WORK TO COMPLETE. From the very first line of the data to the line containing "pinky tip: (961, 782)", retype everything exactly, leaving the pictures behind.
GIVEN RECORDS below:
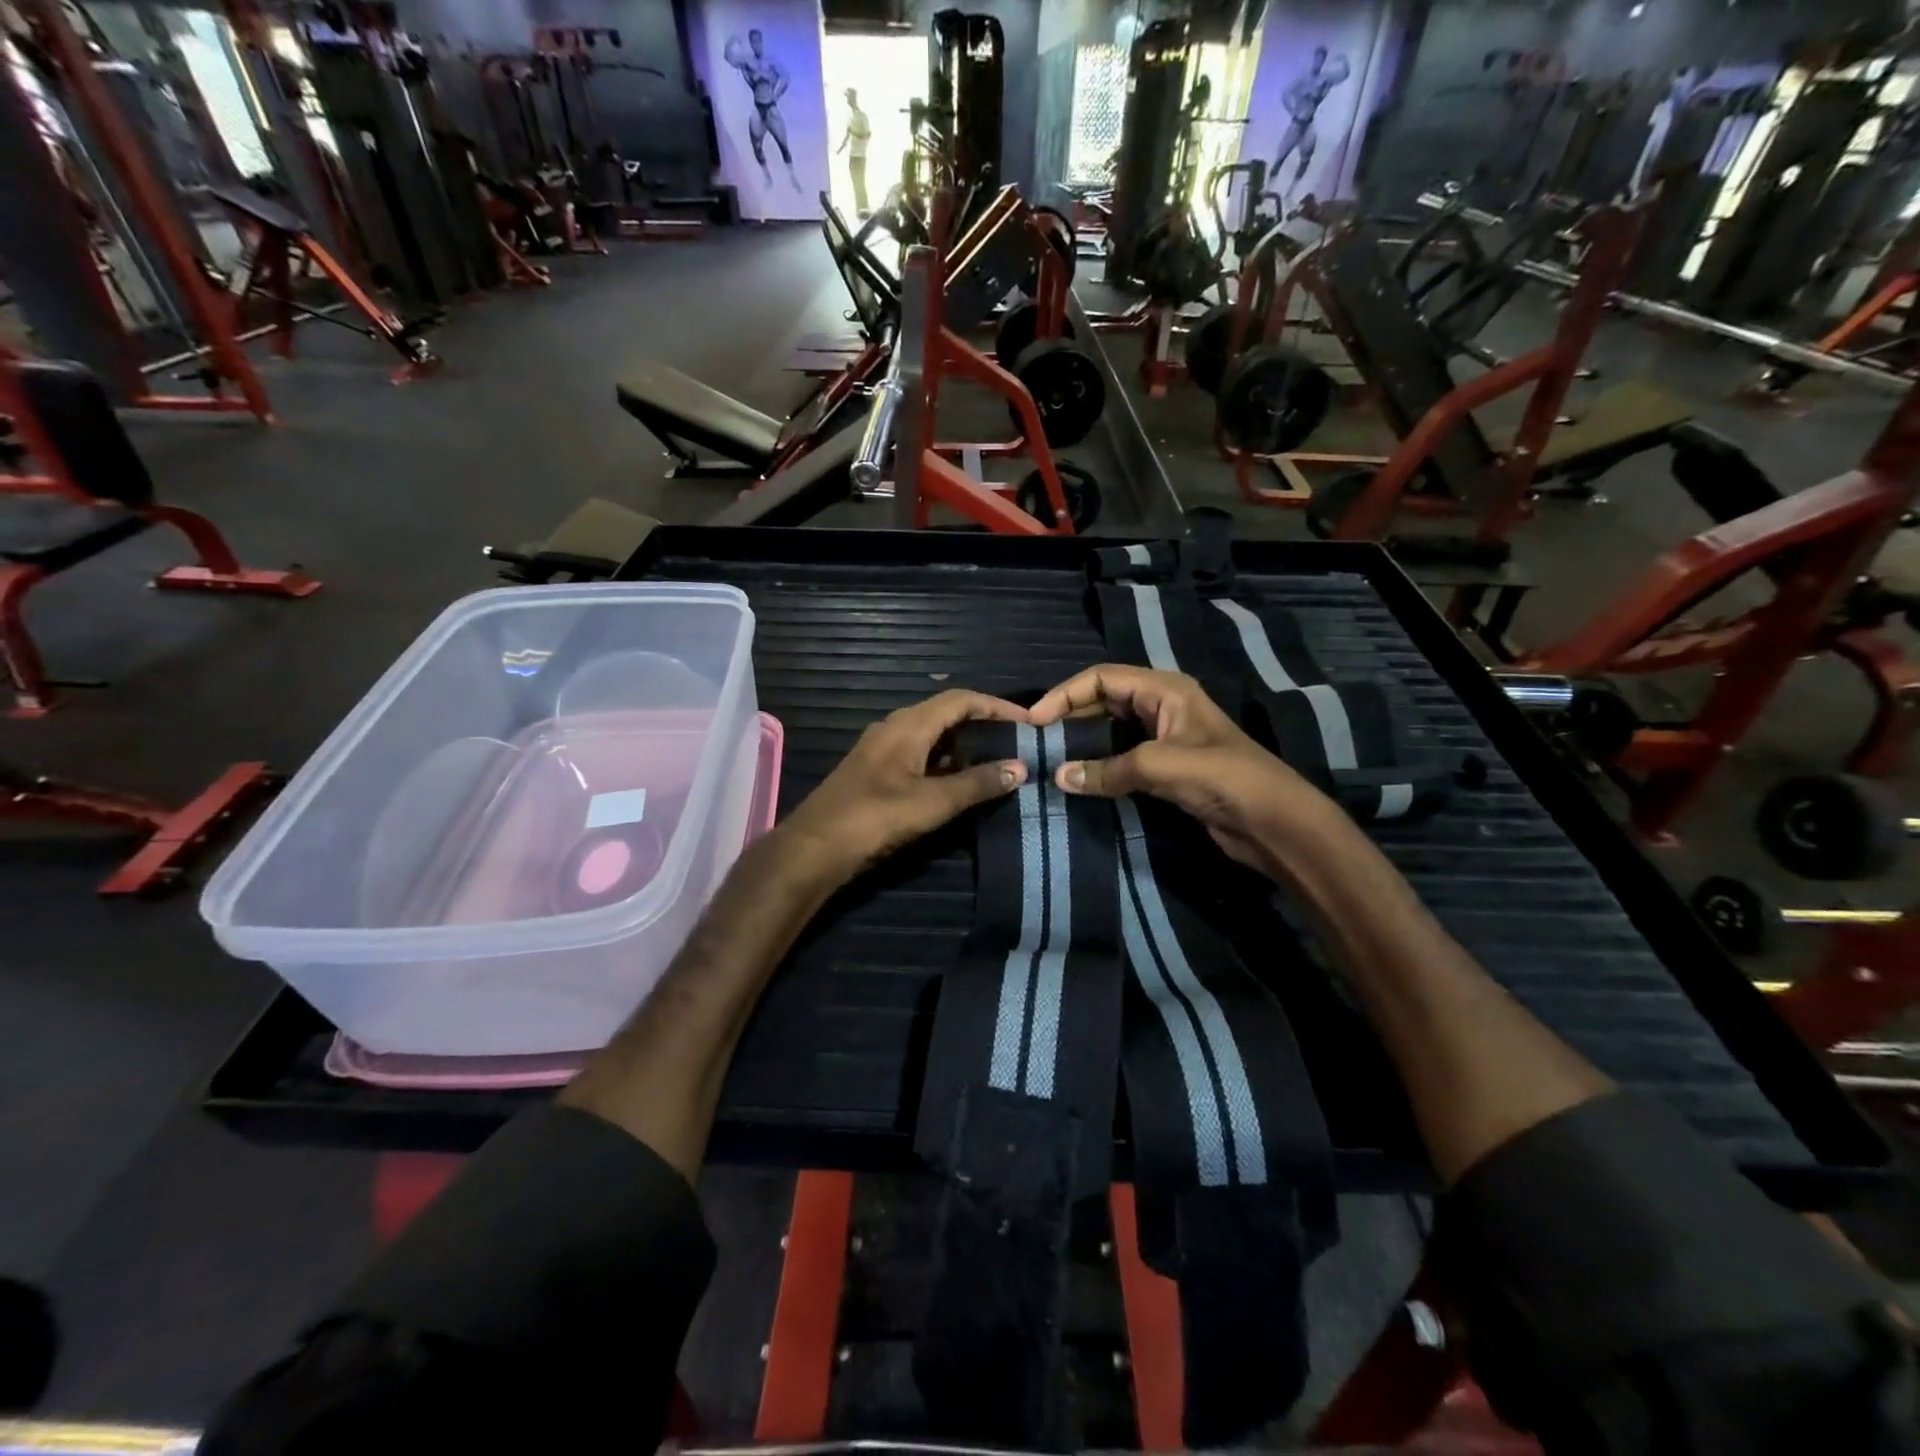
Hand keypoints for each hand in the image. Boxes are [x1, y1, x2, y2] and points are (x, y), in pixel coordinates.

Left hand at [780, 690, 1028, 884]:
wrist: (815, 847)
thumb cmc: (875, 817)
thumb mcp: (933, 802)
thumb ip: (977, 783)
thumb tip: (1020, 768)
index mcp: (908, 725)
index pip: (960, 699)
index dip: (995, 706)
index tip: (1027, 720)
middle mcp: (895, 728)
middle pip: (946, 713)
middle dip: (982, 723)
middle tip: (1016, 740)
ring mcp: (883, 749)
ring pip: (932, 735)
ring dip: (964, 744)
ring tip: (997, 760)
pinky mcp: (877, 771)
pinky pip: (919, 754)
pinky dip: (945, 761)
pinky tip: (961, 782)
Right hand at [1027, 665, 1342, 873]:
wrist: (1274, 822)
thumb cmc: (1223, 778)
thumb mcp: (1161, 766)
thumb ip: (1107, 769)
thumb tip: (1058, 777)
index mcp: (1165, 689)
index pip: (1102, 677)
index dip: (1065, 694)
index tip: (1035, 722)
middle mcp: (1162, 706)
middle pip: (1104, 700)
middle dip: (1070, 716)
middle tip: (1037, 741)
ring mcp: (1165, 738)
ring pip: (1111, 729)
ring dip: (1082, 741)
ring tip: (1050, 759)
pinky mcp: (1167, 768)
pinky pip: (1122, 757)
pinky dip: (1099, 764)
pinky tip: (1079, 778)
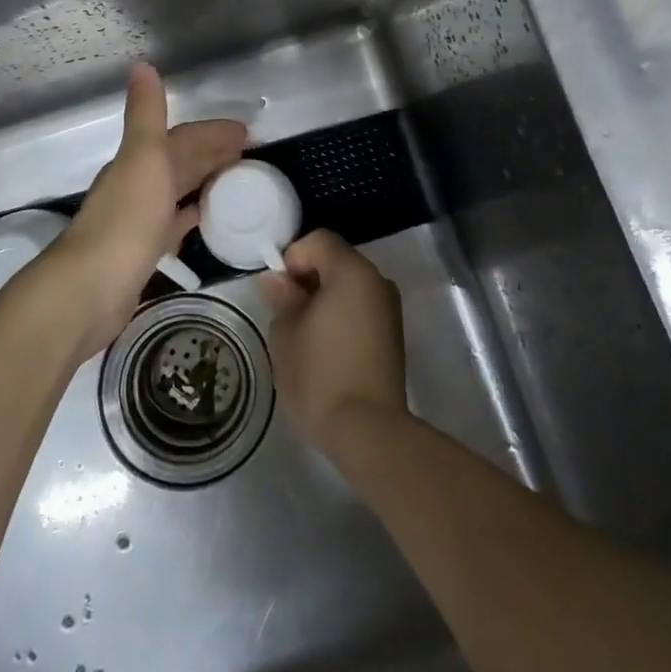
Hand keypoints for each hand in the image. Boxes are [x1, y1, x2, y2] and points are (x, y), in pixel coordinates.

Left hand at [25, 64, 244, 359]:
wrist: (88, 290)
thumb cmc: (124, 221)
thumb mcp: (142, 158)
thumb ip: (146, 114)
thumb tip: (142, 64)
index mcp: (139, 161)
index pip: (182, 137)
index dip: (213, 132)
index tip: (247, 133)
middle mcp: (138, 185)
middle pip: (181, 162)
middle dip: (213, 154)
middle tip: (251, 155)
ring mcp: (139, 219)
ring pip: (178, 191)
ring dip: (204, 181)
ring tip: (237, 181)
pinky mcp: (143, 251)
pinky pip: (174, 224)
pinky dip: (190, 215)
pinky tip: (204, 218)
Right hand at [265, 231, 407, 463]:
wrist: (368, 431)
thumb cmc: (320, 375)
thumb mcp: (286, 333)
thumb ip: (282, 298)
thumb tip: (277, 280)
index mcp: (352, 272)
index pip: (320, 240)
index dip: (294, 256)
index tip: (279, 290)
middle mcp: (377, 281)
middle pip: (337, 260)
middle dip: (308, 277)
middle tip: (286, 311)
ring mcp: (389, 308)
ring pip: (349, 285)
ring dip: (325, 297)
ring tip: (304, 332)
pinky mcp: (393, 334)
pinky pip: (361, 307)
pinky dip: (341, 314)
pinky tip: (325, 347)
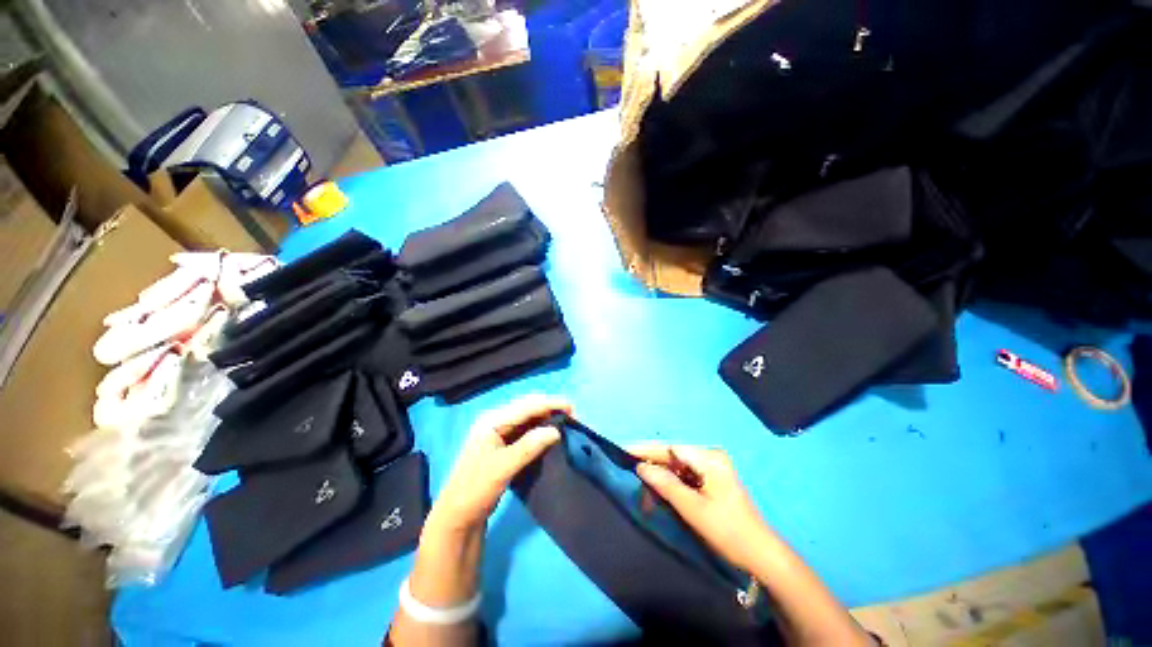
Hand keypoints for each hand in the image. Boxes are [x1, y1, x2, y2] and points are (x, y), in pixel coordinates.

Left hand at [427, 394, 569, 534]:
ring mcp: (499, 433)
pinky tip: (551, 435)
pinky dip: (540, 430)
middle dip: (550, 408)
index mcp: (491, 421)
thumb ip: (528, 447)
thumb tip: (556, 431)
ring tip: (566, 423)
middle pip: (527, 408)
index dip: (550, 404)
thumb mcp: (502, 468)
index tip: (572, 407)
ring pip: (528, 419)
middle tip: (572, 415)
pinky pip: (526, 431)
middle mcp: (495, 422)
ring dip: (546, 419)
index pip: (525, 406)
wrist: (457, 517)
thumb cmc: (475, 490)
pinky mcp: (503, 445)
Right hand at [630, 444, 775, 573]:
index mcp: (709, 457)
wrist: (760, 555)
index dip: (646, 450)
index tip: (624, 452)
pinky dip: (671, 485)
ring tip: (644, 493)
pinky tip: (660, 495)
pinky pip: (685, 477)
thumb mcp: (692, 509)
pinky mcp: (712, 480)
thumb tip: (640, 466)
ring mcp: (712, 468)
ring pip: (676, 467)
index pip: (669, 448)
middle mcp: (710, 456)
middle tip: (630, 474)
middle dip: (652, 466)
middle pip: (672, 456)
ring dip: (660, 479)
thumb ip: (665, 484)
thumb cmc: (727, 530)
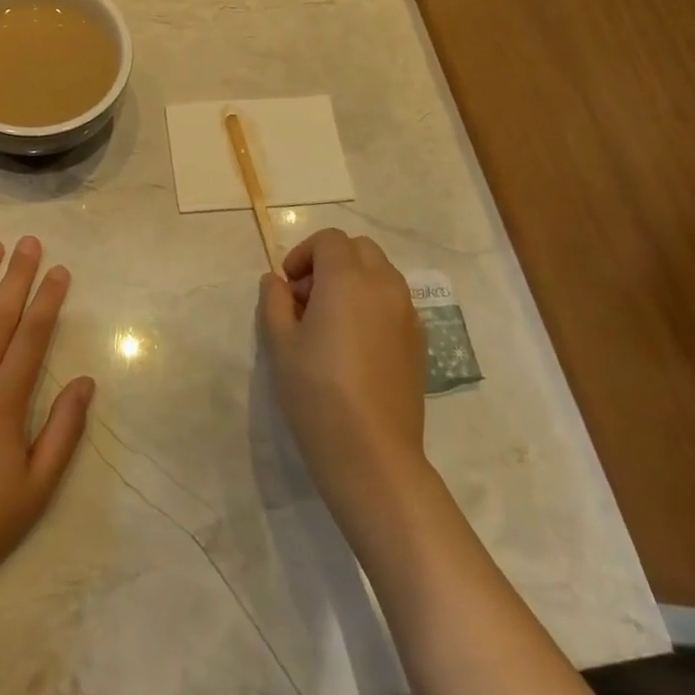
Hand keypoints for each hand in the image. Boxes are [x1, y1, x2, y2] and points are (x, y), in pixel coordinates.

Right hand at [259, 229, 426, 524]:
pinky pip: (395, 302)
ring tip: (330, 322)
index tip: (288, 286)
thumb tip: (276, 281)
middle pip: (359, 249)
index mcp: (347, 280)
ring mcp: (408, 313)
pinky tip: (355, 345)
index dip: (304, 254)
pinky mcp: (420, 341)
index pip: (329, 240)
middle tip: (307, 299)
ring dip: (354, 281)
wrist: (372, 453)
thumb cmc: (317, 394)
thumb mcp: (280, 345)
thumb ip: (275, 302)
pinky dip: (373, 304)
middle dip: (330, 262)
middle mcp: (384, 286)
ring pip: (381, 273)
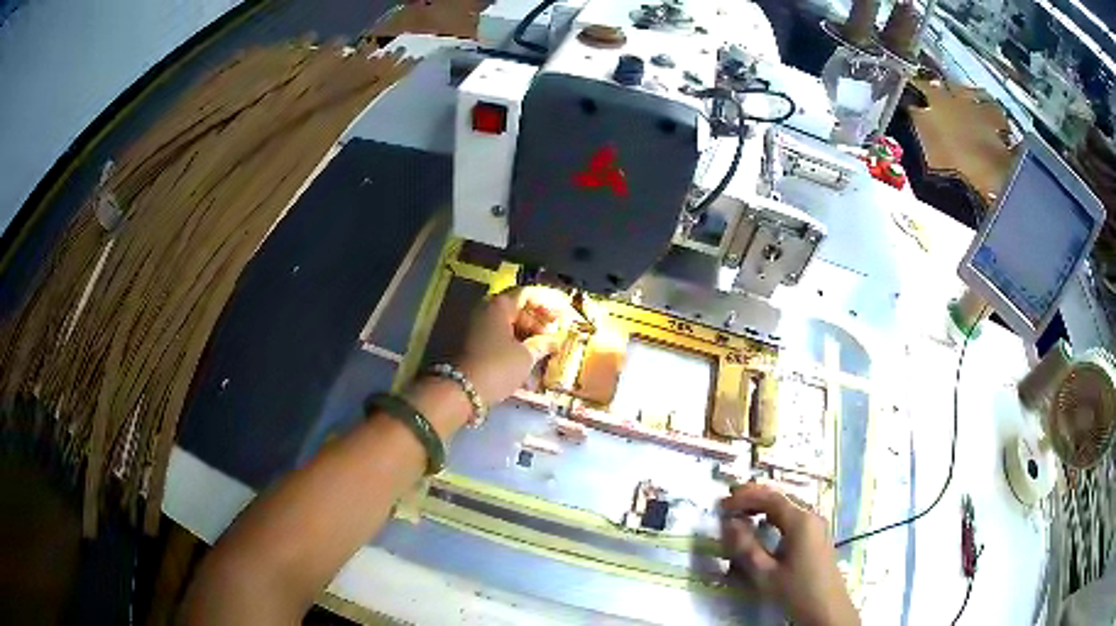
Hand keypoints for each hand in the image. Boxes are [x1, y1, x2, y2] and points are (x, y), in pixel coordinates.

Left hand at [455, 286, 570, 405]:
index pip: (528, 294)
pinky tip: (528, 361)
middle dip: (538, 322)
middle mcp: (485, 311)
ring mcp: (476, 327)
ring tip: (545, 351)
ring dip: (527, 336)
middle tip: (555, 336)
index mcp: (498, 305)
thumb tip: (556, 340)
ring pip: (508, 325)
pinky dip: (515, 345)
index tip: (563, 314)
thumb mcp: (526, 356)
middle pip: (517, 309)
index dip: (548, 302)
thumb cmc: (497, 367)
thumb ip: (543, 344)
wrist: (461, 392)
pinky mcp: (473, 345)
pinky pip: (499, 338)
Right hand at [721, 483, 857, 625]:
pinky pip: (793, 517)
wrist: (827, 610)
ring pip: (787, 507)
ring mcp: (817, 525)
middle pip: (780, 498)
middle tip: (728, 505)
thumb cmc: (796, 591)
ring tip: (741, 514)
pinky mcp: (817, 536)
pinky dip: (774, 516)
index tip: (722, 505)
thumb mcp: (766, 573)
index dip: (744, 497)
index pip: (770, 498)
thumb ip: (746, 546)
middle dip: (754, 498)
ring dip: (763, 506)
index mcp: (800, 521)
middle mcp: (811, 516)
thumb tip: (729, 522)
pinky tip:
End of GIVEN RECORDS.
ANSWER SPACE.
Hand keypoints for each hand in the image. Boxes are [x1, y1, x2, y2] and points are (x, y), in pixel coordinates.

Left hand at [780, 690, 1028, 884]:
wrist: (815, 847)
thumb cmc: (875, 817)
thumb mcp: (933, 802)
thumb ip: (977, 783)
thumb tip: (1020, 768)
index mcp: (908, 725)
index pip: (960, 699)
index dip: (995, 706)
index tip: (1027, 720)
middle mcp: (895, 728)
middle pip: (946, 713)
middle dip: (982, 723)
middle tip: (1016, 740)
ring mcp: (883, 749)
ring pip: (932, 735)
ring dip: (964, 744)
ring tip: (997, 760)
pinky mcp: (877, 771)
pinky pip: (919, 754)
pinky dip: (945, 761)
pinky tip: (961, 782)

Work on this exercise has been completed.